Com o movimento lojista fraquejando
nos últimos anos, os comerciantes da Avenida Sete de Setembro em Porto Velho
entraram em guerra com os camelôs que tomaram conta das praças e das calçadas.
Na verdade todo mundo padece com os efeitos da crise e da cheia de 2014 e, além
disto, os ambulantes até agora não ganharam o prometido camelódromo. Situação
dificil de resolver.
Incra omisso
A direção do Incra respondeu a denuncia
da Faperon dando conta que quase 30 mil processos de regularização fundiária estão
emperrados jogando a responsabilidade da omissão para o Programa Terra Legal.

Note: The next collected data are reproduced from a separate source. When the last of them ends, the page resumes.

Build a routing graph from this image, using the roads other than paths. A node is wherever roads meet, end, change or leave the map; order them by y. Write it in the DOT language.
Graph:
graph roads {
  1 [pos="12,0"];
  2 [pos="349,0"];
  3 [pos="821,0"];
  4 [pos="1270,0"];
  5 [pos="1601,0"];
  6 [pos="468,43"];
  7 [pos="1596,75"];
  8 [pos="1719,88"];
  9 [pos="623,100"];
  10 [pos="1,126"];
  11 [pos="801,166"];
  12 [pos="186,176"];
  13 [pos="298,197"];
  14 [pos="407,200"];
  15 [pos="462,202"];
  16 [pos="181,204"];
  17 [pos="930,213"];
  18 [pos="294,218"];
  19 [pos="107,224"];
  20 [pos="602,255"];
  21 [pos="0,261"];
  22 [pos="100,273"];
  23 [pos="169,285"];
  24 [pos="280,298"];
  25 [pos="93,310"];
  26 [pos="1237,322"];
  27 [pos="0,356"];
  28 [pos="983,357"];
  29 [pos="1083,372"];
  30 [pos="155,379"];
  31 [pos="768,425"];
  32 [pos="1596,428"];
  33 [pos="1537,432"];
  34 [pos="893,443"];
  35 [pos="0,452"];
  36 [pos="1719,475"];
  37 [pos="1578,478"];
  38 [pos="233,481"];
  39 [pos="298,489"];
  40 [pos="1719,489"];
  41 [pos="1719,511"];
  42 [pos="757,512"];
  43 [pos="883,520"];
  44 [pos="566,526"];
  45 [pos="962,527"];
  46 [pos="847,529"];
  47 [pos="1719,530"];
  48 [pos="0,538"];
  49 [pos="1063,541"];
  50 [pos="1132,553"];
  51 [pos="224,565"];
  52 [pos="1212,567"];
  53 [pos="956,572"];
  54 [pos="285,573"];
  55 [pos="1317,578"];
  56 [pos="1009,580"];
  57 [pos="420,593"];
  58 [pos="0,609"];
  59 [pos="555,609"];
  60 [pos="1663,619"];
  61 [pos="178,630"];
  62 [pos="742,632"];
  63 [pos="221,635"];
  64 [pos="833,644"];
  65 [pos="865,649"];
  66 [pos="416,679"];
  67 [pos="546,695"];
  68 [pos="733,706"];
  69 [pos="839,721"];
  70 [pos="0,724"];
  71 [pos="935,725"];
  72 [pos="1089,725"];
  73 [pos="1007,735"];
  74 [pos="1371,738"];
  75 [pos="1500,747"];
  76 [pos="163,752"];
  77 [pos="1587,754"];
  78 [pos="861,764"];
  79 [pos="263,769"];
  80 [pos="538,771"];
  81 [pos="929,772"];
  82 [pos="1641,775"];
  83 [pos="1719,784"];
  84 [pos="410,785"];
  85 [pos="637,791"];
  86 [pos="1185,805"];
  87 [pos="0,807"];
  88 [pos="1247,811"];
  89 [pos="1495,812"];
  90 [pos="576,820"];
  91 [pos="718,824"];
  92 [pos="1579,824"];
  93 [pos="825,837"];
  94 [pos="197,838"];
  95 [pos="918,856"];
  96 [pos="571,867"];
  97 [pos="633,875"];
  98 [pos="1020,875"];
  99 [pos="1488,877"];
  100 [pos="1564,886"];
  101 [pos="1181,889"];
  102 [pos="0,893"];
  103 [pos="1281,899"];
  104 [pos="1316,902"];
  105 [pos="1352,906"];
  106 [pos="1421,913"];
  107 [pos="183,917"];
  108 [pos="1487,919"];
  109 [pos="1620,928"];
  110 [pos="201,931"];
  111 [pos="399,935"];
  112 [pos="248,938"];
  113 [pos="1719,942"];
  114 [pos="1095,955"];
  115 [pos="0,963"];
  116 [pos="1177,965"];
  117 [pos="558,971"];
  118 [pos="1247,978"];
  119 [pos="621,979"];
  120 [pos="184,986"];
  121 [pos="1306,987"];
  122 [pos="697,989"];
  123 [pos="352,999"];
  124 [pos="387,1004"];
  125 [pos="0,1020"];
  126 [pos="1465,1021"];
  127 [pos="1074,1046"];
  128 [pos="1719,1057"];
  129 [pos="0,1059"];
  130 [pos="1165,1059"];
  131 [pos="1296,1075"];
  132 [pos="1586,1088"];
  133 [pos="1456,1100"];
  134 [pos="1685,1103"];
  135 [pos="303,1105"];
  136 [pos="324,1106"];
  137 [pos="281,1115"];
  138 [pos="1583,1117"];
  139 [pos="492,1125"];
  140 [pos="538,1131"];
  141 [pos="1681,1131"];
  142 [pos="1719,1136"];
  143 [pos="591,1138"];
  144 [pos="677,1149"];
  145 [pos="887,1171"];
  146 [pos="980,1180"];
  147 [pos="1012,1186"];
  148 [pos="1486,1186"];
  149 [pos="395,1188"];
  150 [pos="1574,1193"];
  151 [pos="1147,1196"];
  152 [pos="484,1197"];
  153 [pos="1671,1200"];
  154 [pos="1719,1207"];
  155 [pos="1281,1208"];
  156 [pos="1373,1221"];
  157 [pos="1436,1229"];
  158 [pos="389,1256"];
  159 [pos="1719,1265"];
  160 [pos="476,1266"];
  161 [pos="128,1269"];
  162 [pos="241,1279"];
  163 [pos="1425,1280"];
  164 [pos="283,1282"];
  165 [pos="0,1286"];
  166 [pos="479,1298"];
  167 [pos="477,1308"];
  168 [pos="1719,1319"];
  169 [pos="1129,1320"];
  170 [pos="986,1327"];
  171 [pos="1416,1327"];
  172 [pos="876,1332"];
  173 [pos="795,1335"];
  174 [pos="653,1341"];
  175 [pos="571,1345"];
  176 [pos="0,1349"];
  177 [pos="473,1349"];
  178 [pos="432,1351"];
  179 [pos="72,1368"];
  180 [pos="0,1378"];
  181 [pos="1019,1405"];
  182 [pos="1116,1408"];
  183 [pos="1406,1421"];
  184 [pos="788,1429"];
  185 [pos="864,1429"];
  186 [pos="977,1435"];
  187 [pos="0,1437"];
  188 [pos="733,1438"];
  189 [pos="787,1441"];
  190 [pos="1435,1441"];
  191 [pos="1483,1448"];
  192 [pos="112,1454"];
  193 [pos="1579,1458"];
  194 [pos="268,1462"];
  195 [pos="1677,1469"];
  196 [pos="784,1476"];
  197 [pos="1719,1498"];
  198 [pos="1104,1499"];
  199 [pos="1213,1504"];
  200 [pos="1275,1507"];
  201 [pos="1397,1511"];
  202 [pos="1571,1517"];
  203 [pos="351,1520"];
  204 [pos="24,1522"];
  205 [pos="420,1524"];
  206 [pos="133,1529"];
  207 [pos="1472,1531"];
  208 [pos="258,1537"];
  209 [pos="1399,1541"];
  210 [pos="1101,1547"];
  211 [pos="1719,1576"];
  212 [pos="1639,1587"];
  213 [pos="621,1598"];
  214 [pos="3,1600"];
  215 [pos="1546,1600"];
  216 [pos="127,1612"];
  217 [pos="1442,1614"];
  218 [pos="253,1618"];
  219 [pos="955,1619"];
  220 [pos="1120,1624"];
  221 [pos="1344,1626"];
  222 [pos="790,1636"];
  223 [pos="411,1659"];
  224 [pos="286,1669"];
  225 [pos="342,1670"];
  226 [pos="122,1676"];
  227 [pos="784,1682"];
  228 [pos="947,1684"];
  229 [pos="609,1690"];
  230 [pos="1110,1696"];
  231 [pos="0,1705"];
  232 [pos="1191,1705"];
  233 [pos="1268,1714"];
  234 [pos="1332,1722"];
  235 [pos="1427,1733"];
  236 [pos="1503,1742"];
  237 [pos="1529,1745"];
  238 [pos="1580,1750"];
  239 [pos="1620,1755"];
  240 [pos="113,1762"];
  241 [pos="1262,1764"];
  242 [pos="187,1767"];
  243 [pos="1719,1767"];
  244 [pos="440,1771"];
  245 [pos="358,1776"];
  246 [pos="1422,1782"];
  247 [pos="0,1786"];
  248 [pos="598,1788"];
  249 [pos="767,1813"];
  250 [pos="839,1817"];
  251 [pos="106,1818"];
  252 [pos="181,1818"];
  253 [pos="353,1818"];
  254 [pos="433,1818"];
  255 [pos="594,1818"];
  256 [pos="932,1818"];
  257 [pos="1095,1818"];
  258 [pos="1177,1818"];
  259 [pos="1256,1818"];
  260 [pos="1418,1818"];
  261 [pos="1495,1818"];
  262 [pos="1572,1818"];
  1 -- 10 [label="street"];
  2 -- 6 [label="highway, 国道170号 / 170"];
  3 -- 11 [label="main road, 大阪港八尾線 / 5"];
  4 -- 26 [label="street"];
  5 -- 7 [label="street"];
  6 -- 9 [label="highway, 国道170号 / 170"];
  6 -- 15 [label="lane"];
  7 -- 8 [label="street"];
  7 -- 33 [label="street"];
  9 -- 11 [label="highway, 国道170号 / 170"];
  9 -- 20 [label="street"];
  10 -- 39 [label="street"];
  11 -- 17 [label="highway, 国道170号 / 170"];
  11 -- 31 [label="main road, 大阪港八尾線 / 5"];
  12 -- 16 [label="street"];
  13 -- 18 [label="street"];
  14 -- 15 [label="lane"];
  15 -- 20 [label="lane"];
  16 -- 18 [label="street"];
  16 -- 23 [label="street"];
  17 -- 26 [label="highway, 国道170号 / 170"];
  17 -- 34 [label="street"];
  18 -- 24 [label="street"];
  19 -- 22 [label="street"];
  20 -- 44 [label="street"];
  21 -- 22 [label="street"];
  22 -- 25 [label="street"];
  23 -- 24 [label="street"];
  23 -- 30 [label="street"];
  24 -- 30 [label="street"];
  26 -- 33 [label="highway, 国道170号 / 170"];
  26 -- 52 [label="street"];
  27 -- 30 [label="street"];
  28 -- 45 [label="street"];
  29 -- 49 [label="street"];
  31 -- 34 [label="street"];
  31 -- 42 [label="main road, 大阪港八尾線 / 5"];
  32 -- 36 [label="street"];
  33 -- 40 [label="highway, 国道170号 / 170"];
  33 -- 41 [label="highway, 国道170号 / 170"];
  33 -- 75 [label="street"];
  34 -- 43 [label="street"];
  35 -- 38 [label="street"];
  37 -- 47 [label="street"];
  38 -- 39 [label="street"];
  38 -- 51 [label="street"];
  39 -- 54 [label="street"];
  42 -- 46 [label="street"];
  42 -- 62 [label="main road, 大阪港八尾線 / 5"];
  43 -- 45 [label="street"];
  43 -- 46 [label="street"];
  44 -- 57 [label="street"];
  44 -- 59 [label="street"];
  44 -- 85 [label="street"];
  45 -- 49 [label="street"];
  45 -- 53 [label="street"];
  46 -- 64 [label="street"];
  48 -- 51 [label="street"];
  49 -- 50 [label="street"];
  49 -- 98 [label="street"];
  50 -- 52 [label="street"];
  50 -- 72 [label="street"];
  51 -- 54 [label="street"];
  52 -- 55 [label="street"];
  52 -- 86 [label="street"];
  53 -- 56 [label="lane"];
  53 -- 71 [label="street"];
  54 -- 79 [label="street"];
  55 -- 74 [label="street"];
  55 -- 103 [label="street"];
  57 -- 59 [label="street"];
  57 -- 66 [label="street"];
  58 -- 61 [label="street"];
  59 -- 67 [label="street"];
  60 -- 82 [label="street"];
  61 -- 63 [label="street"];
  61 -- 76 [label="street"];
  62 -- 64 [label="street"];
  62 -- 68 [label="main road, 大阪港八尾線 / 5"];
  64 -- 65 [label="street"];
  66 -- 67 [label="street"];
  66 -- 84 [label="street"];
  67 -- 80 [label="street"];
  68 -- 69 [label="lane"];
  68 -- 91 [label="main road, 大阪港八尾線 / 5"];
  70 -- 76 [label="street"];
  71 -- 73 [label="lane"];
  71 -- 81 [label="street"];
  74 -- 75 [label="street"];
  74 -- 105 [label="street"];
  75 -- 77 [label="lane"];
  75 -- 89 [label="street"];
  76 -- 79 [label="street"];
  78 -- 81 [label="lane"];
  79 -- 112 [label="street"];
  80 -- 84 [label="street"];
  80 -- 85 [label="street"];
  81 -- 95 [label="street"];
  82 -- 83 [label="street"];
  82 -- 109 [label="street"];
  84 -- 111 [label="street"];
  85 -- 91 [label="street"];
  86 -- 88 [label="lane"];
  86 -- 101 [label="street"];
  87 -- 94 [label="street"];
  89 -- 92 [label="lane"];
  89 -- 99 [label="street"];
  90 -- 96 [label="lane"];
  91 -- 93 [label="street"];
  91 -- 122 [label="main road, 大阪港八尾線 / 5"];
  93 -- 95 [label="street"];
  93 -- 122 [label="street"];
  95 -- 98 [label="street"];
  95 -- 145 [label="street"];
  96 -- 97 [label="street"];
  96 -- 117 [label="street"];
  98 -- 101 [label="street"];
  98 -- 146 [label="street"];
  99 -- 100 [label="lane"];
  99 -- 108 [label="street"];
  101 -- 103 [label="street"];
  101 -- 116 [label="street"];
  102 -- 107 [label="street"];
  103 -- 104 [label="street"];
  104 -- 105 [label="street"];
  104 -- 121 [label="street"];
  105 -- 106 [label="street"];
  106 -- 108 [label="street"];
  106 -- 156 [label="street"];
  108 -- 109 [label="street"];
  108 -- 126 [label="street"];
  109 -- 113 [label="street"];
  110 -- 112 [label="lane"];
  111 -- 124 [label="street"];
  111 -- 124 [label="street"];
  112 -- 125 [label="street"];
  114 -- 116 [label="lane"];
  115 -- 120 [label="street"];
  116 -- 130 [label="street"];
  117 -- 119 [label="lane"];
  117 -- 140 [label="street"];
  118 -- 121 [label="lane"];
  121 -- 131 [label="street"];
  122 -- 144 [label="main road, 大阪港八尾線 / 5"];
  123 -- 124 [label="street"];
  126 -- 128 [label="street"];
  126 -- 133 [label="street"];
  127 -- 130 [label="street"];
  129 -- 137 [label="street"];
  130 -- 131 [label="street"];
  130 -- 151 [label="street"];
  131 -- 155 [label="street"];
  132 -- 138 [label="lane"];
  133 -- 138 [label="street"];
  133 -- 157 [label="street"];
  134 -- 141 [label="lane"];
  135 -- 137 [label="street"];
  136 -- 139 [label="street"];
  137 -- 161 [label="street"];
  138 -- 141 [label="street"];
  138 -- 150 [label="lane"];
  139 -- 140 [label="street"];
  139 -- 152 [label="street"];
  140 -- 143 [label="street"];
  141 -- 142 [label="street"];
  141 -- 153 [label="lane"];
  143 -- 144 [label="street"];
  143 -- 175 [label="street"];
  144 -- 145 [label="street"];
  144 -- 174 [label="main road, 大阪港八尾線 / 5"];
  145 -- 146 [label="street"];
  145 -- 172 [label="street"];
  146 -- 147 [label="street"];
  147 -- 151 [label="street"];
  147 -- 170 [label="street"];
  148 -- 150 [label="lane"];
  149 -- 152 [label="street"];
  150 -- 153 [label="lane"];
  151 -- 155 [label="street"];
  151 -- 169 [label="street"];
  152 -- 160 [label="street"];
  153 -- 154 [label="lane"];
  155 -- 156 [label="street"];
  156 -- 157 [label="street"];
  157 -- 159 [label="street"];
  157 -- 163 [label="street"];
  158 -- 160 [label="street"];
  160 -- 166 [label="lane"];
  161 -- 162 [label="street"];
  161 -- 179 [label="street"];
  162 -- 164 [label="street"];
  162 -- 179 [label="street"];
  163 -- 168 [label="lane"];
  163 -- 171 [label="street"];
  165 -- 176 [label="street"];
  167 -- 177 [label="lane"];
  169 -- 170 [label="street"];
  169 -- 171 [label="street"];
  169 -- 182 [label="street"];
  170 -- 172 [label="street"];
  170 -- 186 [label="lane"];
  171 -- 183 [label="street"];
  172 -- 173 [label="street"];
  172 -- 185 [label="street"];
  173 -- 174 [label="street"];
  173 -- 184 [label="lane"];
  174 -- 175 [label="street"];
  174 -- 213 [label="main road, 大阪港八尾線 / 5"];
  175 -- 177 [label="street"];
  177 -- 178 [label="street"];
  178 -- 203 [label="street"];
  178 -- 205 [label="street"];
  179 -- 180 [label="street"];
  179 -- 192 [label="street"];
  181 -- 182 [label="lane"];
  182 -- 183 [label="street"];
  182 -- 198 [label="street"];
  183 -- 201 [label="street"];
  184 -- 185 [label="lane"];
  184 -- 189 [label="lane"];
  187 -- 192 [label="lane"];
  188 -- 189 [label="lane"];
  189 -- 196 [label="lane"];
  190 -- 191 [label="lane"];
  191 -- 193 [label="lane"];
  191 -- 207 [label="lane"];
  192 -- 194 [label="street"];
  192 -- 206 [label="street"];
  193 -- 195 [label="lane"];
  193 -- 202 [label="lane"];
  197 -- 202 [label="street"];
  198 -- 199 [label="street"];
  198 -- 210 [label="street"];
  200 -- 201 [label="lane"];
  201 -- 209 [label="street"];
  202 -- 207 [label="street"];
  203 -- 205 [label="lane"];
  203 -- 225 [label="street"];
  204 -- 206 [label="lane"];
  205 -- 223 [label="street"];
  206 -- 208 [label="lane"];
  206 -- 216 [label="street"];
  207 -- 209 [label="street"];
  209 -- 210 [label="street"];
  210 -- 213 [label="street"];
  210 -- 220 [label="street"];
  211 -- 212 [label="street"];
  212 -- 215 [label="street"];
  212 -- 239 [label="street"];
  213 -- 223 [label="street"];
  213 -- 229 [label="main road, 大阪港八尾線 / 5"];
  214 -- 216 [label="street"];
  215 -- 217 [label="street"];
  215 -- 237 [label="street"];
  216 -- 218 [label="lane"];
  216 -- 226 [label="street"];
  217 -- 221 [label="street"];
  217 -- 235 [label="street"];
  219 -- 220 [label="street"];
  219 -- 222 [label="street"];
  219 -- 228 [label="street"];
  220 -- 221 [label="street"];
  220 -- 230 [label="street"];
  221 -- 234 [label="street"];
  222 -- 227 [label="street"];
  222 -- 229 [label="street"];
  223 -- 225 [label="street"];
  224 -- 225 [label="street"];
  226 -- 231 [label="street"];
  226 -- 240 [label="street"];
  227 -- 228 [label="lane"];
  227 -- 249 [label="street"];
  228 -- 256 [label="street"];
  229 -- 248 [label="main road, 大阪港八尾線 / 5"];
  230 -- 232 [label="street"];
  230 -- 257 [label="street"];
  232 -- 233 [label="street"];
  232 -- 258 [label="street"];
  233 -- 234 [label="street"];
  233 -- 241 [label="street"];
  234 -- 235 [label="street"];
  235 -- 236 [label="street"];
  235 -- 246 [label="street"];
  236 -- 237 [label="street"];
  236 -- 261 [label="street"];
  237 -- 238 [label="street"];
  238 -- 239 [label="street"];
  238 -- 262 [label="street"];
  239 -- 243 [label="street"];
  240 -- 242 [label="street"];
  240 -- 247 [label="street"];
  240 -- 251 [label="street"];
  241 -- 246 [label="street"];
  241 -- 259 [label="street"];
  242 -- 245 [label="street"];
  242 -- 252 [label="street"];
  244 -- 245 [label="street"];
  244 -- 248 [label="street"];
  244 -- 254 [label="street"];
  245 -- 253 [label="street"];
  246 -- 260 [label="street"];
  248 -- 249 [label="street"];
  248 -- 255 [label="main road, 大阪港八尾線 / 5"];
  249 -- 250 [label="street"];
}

Na verdade a incompetencia deve ser repartida já que nos últimos 10 anos em
Rondônia foram emetidos menos de dez mil titulos de propriedade ante uma
demanda de mais de 50 mil.
Cargos federais
Os deputados federais derrotados
nas eleições de 2018 se arrumam como podem. Luiz Claudio (PR) será secretário da
Agricultura na gestão Hildon Chaves (PSDB), Lindomar Garçon (PRB) coordenador
de projetos para a captação de recursos em Brasilia, Marinha Raupp (MDB) se
abrigou numa assesoria parlamentar no Senado. Nilton Capixaba (PTB) ainda esta na peleja por uma boquinha.
Barrados no baile
Também na Assembléia Legislativa,
os deputados estaduais que foram derrotados, aos poucos vão se arrumando. Já se
sabe que Cleiton Roque (Pimenta Bueno), Jesuino Boraib (Porto Velho), Ezequiel
Junior (Machadinho) e Só na Bença (Pimenta Bueno) buscam alinhamento com
compadres. Quem não conseguir na ALE vai bater nas portas de Hildon e Expedito
na prefeitura de Porto Velho.
Ações sociais
Com ações sociais nos bairros, alguns
vereadores e deputados da capital vêm se destacando, prestandos serviços
grautios a população desde saúde até recreação, como é o caso da à reprentante
evangélica Joelna Holder, que neste ano já depachou em bairros da Zona Leste, e
seguiu no final de semana no populoso Jardim Santana, carente de beneficios do
setor público nas esferas municipal e estadual.
Via Direta
*** Políticos cascudos como Romero Jucá (RR) e Aécio Neves (Minas)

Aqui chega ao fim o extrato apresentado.